§ EXERCISE OBJECTIVE
Write out all the data below exactly.

[Collected data entries]
....................

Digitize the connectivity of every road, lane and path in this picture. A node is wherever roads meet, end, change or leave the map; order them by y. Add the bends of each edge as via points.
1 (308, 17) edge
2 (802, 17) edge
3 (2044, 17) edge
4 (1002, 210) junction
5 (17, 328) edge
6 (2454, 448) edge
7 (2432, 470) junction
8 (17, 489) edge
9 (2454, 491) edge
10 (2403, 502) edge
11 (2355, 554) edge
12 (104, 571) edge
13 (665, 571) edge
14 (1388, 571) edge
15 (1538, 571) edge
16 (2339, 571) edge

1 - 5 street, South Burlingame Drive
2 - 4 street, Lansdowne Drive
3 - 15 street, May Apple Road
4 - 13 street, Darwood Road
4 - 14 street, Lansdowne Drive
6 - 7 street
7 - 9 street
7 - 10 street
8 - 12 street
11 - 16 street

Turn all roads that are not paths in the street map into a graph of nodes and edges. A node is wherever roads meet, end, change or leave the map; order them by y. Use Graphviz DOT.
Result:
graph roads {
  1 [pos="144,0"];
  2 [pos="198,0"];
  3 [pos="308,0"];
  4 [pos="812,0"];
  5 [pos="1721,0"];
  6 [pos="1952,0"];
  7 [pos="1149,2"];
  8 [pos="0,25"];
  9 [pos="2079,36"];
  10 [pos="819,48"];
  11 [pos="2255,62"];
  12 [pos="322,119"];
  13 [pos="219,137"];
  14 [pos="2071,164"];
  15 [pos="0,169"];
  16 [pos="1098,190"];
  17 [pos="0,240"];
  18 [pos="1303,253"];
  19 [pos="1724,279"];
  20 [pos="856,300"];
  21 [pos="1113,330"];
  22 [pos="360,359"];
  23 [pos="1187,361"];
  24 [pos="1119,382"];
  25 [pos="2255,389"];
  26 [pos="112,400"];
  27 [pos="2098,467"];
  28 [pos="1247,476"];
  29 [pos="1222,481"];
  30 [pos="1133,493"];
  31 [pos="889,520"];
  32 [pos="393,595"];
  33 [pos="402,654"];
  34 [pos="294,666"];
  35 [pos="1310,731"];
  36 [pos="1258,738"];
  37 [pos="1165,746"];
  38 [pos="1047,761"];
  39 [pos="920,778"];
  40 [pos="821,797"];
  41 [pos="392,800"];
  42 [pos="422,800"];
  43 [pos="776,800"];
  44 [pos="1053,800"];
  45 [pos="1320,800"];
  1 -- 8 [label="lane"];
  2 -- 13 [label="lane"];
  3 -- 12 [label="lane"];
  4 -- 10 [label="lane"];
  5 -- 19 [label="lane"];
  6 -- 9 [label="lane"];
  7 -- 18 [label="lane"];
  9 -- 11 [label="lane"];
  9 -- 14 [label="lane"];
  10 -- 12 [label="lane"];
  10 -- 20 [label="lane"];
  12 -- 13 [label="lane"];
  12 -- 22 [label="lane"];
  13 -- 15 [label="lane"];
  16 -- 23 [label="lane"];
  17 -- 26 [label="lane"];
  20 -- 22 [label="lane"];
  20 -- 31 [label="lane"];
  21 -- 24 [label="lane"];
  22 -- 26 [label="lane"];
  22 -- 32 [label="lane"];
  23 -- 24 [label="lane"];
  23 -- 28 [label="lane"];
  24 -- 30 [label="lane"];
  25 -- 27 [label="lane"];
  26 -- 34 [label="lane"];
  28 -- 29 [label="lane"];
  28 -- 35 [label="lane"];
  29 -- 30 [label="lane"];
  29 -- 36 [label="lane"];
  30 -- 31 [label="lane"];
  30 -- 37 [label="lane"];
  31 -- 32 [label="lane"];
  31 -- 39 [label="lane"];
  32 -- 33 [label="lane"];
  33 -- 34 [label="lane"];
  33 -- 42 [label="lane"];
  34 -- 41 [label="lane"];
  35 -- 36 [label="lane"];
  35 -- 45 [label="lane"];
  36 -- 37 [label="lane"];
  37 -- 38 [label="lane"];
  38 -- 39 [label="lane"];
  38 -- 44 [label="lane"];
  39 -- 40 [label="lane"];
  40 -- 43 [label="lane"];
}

....................

§ EXERCISE RESPONSE
Digitize the connectivity of every road, lane and path in this picture. A node is wherever roads meet, end, change or leave the map; order them by y. Add the bends of each edge as via points.
1 (308, 17) edge
2 (802, 17) edge
3 (2044, 17) edge
4 (1002, 210) junction
5 (17, 328) edge
6 (2454, 448) edge
7 (2432, 470) junction
8 (17, 489) edge
9 (2454, 491) edge
10 (2403, 502) edge
11 (2355, 554) edge
12 (104, 571) edge
13 (665, 571) edge
14 (1388, 571) edge
15 (1538, 571) edge
16 (2339, 571) edge

1 - 5 street, South Burlingame Drive
2 - 4 street, Lansdowne Drive
3 - 15 street, May Apple Road
4 - 13 street, Darwood Road
4 - 14 street, Lansdowne Drive
6 - 7 street
7 - 9 street
7 - 10 street
8 - 12 street
11 - 16 street

Turn all roads that are not paths in the street map into a graph of nodes and edges. A node is wherever roads meet, end, change or leave the map; order them by y. Use Graphviz DOT.
Result:
graph roads {
  1 [pos="144,0"];
  2 [pos="198,0"];
  3 [pos="308,0"];
  4 [pos="812,0"];
  5 [pos="1721,0"];
  6 [pos="1952,0"];
  7 [pos="1149,2"];
  8 [pos="0,25"];
  9 [pos="2079,36"];
  10 [pos="819,48"];
  11 [pos="2255,62"];
  12 [pos="322,119"];
  13 [pos="219,137"];
  14 [pos="2071,164"];
  15 [pos="0,169"];
  16 [pos="1098,190"];
  17 [pos="0,240"];
  18 [pos="1303,253"];
  19 [pos="1724,279"];
  20 [pos="856,300"];
  21 [pos="1113,330"];
  22 [pos="360,359"];
  23 [pos="1187,361"];
  24 [pos="1119,382"];
  25 [pos="2255,389"];
  26 [pos="112,400"];
  27 [pos="2098,467"];
  28 [pos="1247,476"];
  29 [pos="1222,481"];
  30 [pos="1133,493"];
  31 [pos="889,520"];
  32 [pos="393,595"];
  33 [pos="402,654"];
  34 [pos="294,666"];
  35 [pos="1310,731"];
  36 [pos="1258,738"];
  37 [pos="1165,746"];
  38 [pos="1047,761"];
  39 [pos="920,778"];
  40 [pos="821,797"];
  41 [pos="392,800"];
  42 [pos="422,800"];
  43 [pos="776,800"];
  44 [pos="1053,800"];
  45 [pos="1320,800"];
  1 -- 8 [label="lane"];
  2 -- 13 [label="lane"];
  3 -- 12 [label="lane"];
  4 -- 10 [label="lane"];
  5 -- 19 [label="lane"];
  6 -- 9 [label="lane"];
  7 -- 18 [label="lane"];
  9 -- 11 [label="lane"];
  9 -- 14 [label="lane"];
  10 -- 12 [label="lane"];
  10 -- 20 [label="lane"];
  12 -- 13 [label="lane"];
  12 -- 22 [label="lane"];
  13 -- 15 [label="lane"];
  16 -- 23 [label="lane"];
  17 -- 26 [label="lane"];
  20 -- 22 [label="lane"];
  20 -- 31 [label="lane"];
  21 -- 24 [label="lane"];
  22 -- 26 [label="lane"];
  22 -- 32 [label="lane"];
  23 -- 24 [label="lane"];
  23 -- 28 [label="lane"];
  24 -- 30 [label="lane"];
  25 -- 27 [label="lane"];
  26 -- 34 [label="lane"];
  28 -- 29 [label="lane"];
  28 -- 35 [label="lane"];
  29 -- 30 [label="lane"];
  29 -- 36 [label="lane"];
  30 -- 31 [label="lane"];
  30 -- 37 [label="lane"];
  31 -- 32 [label="lane"];
  31 -- 39 [label="lane"];
  32 -- 33 [label="lane"];
  33 -- 34 [label="lane"];
  33 -- 42 [label="lane"];
  34 -- 41 [label="lane"];
  35 -- 36 [label="lane"];
  35 -- 45 [label="lane"];
  36 -- 37 [label="lane"];
  37 -- 38 [label="lane"];
  38 -- 39 [label="lane"];
  38 -- 44 [label="lane"];
  39 -- 40 [label="lane"];
  40 -- 43 [label="lane"];
}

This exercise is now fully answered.